Menjaga Khianat Mata dan Rahasia Batin

Dalam era digital yang serba canggih seperti sekarang, tantangan terbesar bagi kesucian jiwa adalah godaan yang masuk melalui indra penglihatan kita. Layar gawai yang ada di genggaman dapat dengan mudah menjadi pintu gerbang menuju kebaikan atau justru sebaliknya, menjadi jalan pintas menuju kubangan dosa. Sahabat MQ mungkin bisa dengan mudah menyembunyikan riwayat pencarian digital dari pandangan keluarga, namun tidak akan pernah bisa menyembunyikannya dari Allah Yang Maha Mengetahui.
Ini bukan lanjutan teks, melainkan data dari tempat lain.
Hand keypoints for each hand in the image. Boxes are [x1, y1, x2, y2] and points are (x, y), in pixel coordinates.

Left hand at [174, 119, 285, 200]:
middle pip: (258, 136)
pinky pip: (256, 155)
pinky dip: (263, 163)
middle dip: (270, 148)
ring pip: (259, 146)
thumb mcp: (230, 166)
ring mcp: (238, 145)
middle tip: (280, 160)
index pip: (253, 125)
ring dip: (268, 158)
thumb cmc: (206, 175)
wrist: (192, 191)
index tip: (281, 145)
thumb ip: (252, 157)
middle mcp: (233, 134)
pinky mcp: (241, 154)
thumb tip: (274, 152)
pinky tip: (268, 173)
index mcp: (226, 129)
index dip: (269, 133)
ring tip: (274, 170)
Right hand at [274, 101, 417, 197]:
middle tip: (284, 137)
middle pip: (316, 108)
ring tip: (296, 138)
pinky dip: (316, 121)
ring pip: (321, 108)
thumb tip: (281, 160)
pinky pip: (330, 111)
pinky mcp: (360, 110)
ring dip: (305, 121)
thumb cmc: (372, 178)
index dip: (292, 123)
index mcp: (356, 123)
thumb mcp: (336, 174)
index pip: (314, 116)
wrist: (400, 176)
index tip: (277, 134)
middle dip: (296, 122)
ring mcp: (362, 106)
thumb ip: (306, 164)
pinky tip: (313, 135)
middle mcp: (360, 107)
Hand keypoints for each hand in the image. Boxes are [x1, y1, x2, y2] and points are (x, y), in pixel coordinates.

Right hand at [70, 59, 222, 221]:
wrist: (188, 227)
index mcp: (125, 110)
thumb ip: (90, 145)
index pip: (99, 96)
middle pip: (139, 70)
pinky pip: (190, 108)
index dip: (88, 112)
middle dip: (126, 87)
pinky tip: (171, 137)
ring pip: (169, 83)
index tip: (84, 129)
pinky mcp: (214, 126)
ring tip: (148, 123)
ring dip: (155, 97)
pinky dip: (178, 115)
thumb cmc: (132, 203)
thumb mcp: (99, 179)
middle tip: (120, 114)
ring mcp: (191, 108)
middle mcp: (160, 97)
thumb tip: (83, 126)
Allah Subhanahu wa Ta’ala tidak hanya menghitung dosa-dosa besar yang kasat mata, melainkan juga memperhatikan setiap lirikan mata yang mengandung unsur ketidakbaikan serta motif-motif rahasia yang tersimpan rapat di dalam lubuk hati manusia. Ketika kita menasihati orang lain untuk menjaga kesucian diri, namun di saat yang sama batin kita masih gemar menikmati visualisasi yang tidak dirai, maka di situlah letak keruntuhan wibawa spiritual kita di hadapan-Nya.

Ketelitian Allah dalam memantau setiap detail terkecil dari aktivitas hambanya disuratkan secara tegas dalam ayat berikut:

يَعْلَمُ خَائِنَةَ الْأَعْيُنِ وَمَا تُخْفِي الصُّدُورُ

Artinya: “Dia mengetahui (pandangan) mata yang khianat dan apa yang disembunyikan oleh hati.” (QS. Ghafir: 19). Mengetahui fakta ini, sudah sepatutnya kita menjadi lebih berhati-hati dalam mengarahkan pandangan dan mengelola isi pikiran kita.
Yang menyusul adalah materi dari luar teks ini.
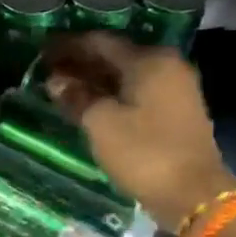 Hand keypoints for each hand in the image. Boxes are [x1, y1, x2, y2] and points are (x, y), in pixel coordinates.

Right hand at [43, 32, 235, 231]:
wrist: (193, 194)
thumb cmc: (144, 153)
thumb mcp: (101, 123)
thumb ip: (76, 97)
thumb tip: (56, 81)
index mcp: (149, 60)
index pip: (100, 42)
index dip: (68, 45)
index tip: (41, 50)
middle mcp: (166, 66)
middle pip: (115, 56)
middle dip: (80, 62)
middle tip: (48, 69)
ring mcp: (174, 89)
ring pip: (125, 76)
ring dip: (94, 80)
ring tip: (62, 87)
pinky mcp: (174, 112)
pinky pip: (135, 92)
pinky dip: (110, 94)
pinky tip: (88, 103)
Membersihkan Jiwa dari Noda Dosa

Menyadari bahwa tidak ada satu pun hal yang luput dari pengawasan-Nya, langkah terbaik yang harus segera kita ambil adalah memperbanyak permohonan ampunan setiap harinya. Setiap lintasan pikiran negatif atau pandangan yang kurang terjaga harus segera dihapus dengan kalimat istigfar yang lahir dari penyesalan yang mendalam. Kebersihan jiwa dari noda dosa inilah yang akan memancarkan cahaya ketenangan dan kemudahan dalam setiap urusan hidup kita.
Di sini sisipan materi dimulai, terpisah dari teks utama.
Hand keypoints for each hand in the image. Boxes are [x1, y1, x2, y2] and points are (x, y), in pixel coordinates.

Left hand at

Mari sahabat MQ jadikan momentum kesendirian sebagai sarana untuk memperbanyak tobat, bukan justru menjadikannya sebagai kesempatan untuk melanggar batas-batas syariat. Ketika Allah melihat kesungguhan kita dalam menjaga kesucian batin, Dia akan memberikan karunia berupa kepekaan hati yang dapat membimbing kita menjauhi hal-hal yang tidak bermanfaat. Langkah kecil kita dalam berbenah diri ini akan berdampak besar bagi kebaikan lingkungan sekitar kita.

Janji keagungan bagi mereka yang senantiasa takut akan kebesaran Tuhannya saat berada dalam kesunyian termaktub indah dalam Al-Qur’an:

إِنَّ الَّذِينَ يَخْشَوْنَ رَبَّهُمْ بِالْغَيْبِ لَهُمْ مَغْفِرَةٌ وَأَجْرٌ كَبِيرٌ

Artinya: “Sesungguhnya orang-orang yang takut kepada Tuhannya yang tidak nampak oleh mereka, mereka akan memperoleh ampunan dan pahala yang besar.” (QS. Al-Mulk: 12). Semoga kita termasuk ke dalam golongan hamba yang beruntung ini.